Exercise directions: In the entries below, find the line with "pinky mcp: (1069, 805)" and print exactly every line from there up to and including the line with "thumb tip: (395, 202)", with no other lines.

Joint position lists:
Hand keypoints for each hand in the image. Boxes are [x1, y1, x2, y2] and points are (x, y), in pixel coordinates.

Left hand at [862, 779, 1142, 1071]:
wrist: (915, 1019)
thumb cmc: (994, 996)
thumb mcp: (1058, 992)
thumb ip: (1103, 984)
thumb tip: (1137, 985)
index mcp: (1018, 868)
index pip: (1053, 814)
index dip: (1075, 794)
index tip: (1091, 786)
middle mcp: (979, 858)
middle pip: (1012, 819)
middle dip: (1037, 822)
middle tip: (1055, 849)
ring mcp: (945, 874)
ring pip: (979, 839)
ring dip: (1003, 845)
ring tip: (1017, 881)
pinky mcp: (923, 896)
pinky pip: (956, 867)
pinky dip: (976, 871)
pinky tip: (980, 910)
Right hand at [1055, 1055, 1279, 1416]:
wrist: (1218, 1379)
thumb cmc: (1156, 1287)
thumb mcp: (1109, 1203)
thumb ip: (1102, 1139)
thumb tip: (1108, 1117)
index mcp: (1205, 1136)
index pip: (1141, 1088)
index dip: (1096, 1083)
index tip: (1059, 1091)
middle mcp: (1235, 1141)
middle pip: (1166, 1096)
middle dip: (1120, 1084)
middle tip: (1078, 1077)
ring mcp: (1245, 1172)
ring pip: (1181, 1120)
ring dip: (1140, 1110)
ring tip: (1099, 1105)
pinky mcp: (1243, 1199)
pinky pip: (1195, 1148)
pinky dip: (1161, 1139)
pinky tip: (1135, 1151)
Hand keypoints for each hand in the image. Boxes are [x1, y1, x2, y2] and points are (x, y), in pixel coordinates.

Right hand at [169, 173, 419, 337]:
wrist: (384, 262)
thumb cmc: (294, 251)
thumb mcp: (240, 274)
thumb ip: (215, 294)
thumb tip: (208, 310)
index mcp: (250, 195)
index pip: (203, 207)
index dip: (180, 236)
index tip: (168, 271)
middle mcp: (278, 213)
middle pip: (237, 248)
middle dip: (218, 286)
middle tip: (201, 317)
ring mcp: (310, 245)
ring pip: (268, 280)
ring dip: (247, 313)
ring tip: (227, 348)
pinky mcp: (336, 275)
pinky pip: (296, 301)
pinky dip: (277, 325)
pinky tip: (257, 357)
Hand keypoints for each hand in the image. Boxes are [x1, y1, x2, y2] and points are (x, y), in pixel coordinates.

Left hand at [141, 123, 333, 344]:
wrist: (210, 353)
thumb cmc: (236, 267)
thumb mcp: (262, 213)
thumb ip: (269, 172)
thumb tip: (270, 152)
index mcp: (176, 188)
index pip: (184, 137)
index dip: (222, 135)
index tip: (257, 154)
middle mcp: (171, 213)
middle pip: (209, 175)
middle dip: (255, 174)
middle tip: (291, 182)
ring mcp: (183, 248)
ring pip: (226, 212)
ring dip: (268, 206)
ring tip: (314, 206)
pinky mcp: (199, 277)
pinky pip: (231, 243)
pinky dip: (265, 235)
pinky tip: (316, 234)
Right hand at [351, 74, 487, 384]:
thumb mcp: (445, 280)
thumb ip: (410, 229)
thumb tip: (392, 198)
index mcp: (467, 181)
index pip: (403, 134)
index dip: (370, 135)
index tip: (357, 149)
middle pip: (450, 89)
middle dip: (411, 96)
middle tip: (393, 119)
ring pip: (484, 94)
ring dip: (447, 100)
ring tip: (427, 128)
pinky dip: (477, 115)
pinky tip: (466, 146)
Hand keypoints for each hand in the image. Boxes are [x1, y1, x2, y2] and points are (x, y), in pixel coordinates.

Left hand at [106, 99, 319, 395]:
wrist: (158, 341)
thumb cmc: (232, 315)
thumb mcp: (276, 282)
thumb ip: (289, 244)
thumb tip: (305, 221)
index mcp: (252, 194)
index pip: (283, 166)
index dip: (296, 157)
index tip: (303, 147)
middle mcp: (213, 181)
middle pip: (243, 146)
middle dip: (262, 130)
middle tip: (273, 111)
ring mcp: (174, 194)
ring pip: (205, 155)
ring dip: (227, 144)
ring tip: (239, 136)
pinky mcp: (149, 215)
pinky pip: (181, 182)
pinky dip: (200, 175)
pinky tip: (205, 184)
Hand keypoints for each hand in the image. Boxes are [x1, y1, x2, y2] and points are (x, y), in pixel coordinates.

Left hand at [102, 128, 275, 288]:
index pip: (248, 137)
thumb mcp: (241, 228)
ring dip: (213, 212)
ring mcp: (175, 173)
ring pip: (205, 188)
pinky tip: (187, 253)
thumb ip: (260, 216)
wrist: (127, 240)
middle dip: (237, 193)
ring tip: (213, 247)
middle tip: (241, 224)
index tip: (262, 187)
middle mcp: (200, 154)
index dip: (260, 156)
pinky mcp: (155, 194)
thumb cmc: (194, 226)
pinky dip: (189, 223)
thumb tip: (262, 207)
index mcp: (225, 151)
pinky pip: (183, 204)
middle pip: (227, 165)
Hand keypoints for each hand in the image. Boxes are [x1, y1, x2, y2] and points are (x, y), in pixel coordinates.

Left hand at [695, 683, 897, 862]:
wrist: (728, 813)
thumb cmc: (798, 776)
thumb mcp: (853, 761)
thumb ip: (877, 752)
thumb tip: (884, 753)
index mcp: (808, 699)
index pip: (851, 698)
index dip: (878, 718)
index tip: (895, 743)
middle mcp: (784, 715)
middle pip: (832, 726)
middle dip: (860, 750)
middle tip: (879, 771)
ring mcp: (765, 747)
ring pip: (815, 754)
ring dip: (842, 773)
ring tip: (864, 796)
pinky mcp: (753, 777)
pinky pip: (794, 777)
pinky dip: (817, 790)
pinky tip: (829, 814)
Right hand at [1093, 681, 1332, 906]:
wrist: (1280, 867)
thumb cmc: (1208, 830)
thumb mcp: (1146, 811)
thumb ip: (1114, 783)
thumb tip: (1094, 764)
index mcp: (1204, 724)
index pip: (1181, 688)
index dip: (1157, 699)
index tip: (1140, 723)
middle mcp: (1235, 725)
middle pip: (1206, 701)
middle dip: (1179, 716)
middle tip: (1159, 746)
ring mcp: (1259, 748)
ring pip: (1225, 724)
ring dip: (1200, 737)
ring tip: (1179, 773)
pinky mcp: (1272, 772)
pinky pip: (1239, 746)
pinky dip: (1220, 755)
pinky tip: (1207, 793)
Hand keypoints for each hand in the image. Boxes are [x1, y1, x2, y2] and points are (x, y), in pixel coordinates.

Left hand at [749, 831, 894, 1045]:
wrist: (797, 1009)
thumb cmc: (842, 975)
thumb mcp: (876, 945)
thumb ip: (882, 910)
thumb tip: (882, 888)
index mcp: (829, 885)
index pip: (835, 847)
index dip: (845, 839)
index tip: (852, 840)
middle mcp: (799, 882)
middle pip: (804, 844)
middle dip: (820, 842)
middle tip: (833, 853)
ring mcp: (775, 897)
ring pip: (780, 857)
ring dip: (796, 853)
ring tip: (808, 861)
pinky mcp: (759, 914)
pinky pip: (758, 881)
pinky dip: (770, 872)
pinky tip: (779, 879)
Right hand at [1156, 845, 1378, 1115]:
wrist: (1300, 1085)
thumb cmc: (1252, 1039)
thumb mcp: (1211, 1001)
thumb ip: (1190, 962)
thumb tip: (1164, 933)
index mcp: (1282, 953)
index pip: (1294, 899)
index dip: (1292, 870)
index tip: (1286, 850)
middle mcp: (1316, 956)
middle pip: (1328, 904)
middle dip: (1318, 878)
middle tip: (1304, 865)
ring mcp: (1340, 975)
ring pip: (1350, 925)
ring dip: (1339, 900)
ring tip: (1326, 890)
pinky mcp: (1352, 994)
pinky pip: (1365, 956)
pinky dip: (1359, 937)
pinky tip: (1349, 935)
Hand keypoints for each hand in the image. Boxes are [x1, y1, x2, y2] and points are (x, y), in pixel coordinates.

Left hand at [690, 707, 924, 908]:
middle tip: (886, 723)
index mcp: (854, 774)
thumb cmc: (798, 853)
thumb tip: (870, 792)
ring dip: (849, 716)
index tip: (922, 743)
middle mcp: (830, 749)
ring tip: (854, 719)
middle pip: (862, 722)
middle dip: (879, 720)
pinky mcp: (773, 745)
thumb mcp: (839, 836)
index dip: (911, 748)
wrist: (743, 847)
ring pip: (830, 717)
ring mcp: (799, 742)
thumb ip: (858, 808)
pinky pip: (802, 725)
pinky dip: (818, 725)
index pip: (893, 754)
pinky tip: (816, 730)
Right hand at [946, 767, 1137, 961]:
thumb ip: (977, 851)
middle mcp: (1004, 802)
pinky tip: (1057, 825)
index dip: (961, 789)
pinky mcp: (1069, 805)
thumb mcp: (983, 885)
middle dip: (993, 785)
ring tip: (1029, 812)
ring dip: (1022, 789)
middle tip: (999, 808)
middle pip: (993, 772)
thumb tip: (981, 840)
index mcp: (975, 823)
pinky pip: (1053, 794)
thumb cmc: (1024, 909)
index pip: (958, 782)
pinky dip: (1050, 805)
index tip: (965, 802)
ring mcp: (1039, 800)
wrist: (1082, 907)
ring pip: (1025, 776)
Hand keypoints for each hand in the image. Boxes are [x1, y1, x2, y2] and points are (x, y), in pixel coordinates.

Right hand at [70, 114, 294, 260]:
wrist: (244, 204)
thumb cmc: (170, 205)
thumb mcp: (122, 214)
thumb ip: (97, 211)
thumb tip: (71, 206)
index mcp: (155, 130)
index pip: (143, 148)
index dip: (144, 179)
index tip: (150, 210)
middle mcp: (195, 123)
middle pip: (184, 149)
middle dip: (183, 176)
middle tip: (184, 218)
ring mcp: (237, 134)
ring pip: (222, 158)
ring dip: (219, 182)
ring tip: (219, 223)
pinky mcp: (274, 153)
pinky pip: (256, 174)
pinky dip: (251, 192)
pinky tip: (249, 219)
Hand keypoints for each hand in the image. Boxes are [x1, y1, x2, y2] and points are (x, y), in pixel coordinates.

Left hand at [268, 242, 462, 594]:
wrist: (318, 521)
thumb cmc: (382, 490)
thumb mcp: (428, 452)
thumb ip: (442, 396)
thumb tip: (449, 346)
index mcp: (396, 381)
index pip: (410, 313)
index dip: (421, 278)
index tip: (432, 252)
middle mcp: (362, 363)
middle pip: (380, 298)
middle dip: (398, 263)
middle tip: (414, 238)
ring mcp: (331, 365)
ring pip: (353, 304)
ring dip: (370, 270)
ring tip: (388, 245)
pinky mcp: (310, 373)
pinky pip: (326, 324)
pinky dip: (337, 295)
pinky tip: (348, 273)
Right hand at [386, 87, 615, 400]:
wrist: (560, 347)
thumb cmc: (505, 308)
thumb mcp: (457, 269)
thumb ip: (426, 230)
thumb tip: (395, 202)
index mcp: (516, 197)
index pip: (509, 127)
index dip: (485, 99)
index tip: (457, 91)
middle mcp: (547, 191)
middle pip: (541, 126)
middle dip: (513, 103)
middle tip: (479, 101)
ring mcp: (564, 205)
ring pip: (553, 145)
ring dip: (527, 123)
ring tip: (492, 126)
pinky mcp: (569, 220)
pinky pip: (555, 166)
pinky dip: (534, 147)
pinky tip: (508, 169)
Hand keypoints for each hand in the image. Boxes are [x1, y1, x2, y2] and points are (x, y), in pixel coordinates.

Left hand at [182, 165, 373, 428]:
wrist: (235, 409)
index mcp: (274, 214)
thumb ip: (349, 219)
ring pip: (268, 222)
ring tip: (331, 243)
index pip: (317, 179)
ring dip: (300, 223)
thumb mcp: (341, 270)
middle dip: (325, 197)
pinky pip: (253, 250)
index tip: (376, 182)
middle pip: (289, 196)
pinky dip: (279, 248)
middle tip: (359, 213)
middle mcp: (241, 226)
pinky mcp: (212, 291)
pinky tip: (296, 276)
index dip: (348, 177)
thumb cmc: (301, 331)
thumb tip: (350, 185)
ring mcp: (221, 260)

Result:
pinky mcp: (1069, 805)
thumb mcp: (983, 885)
middle dip: (993, 785)
ring tip: (1029, 812)
ring dip: (1022, 789)
middle tip: (999, 808)
middle pip: (993, 772)
thumb tip: (981, 840)
index mcp: (975, 823)
pinky pip: (1053, 794)
thumb cmc: (1024, 909)
index pip: (958, 782)
pinky dip: (1050, 805)
index tip: (965, 802)
ring mcp: (1039, 800)
wrist: (1082, 907)
ring pip: (1025, 776)
Hand keypoints for each hand in the image. Boxes are [x1, y1, x2, y2] and points are (x, y), in pixel coordinates.

Right hand at [70, 114, 294, 260]:
wrist: (244, 204)
thumb cmc: (170, 205)
thumb mcp: (122, 214)
thumb ip: (97, 211)
thumb tip: (71, 206)
index mcp: (155, 130)
index pip: (143, 148)
index dip: (144, 179)
index tip: (150, 210)
middle mcp: (195, 123)
middle pip: (184, 149)
middle dip: (183, 176)
middle tip: (184, 218)
ring mcp: (237, 134)
ring pip: (222, 158)
ring dip: (219, 182)
ring tip: (219, 223)
pinky mcp: (274, 153)
pinky pip: (256, 174)
pinky dip: (251, 192)
pinky tip: (249, 219)
Hand keypoints for each hand in the image. Boxes are [x1, y1, x2, y2] and points are (x, y), in pixel coordinates.

Left hand at [268, 242, 462, 594]:
wrist: (318, 521)
thumb cmc: (382, 490)
thumb mcp: (428, 452)
thumb ip: (442, 396)
thumb tip: (449, 346)
index mcp: (396, 381)
index pip: (410, 313)
index dip: (421, 278)
index tip: (432, 252)
middle mcp: (362, 363)
middle pip: (380, 298)
middle dip: (398, 263)
middle tip: (414, 238)
ring mcp: (331, 365)
ring pip: (353, 304)
ring dip: (370, 270)
ring tip: (388, 245)
pinky mcp: (310, 373)
pinky pip: (326, 324)
pinky dip: (337, 295)
pinky tip: (348, 273)
Right hand at [386, 87, 615, 400]:
wrist: (560, 347)
thumb cmc: (505, 308)
thumb mcp: (457, 269)
thumb ip: (426, 230)
thumb tip: (395, 202)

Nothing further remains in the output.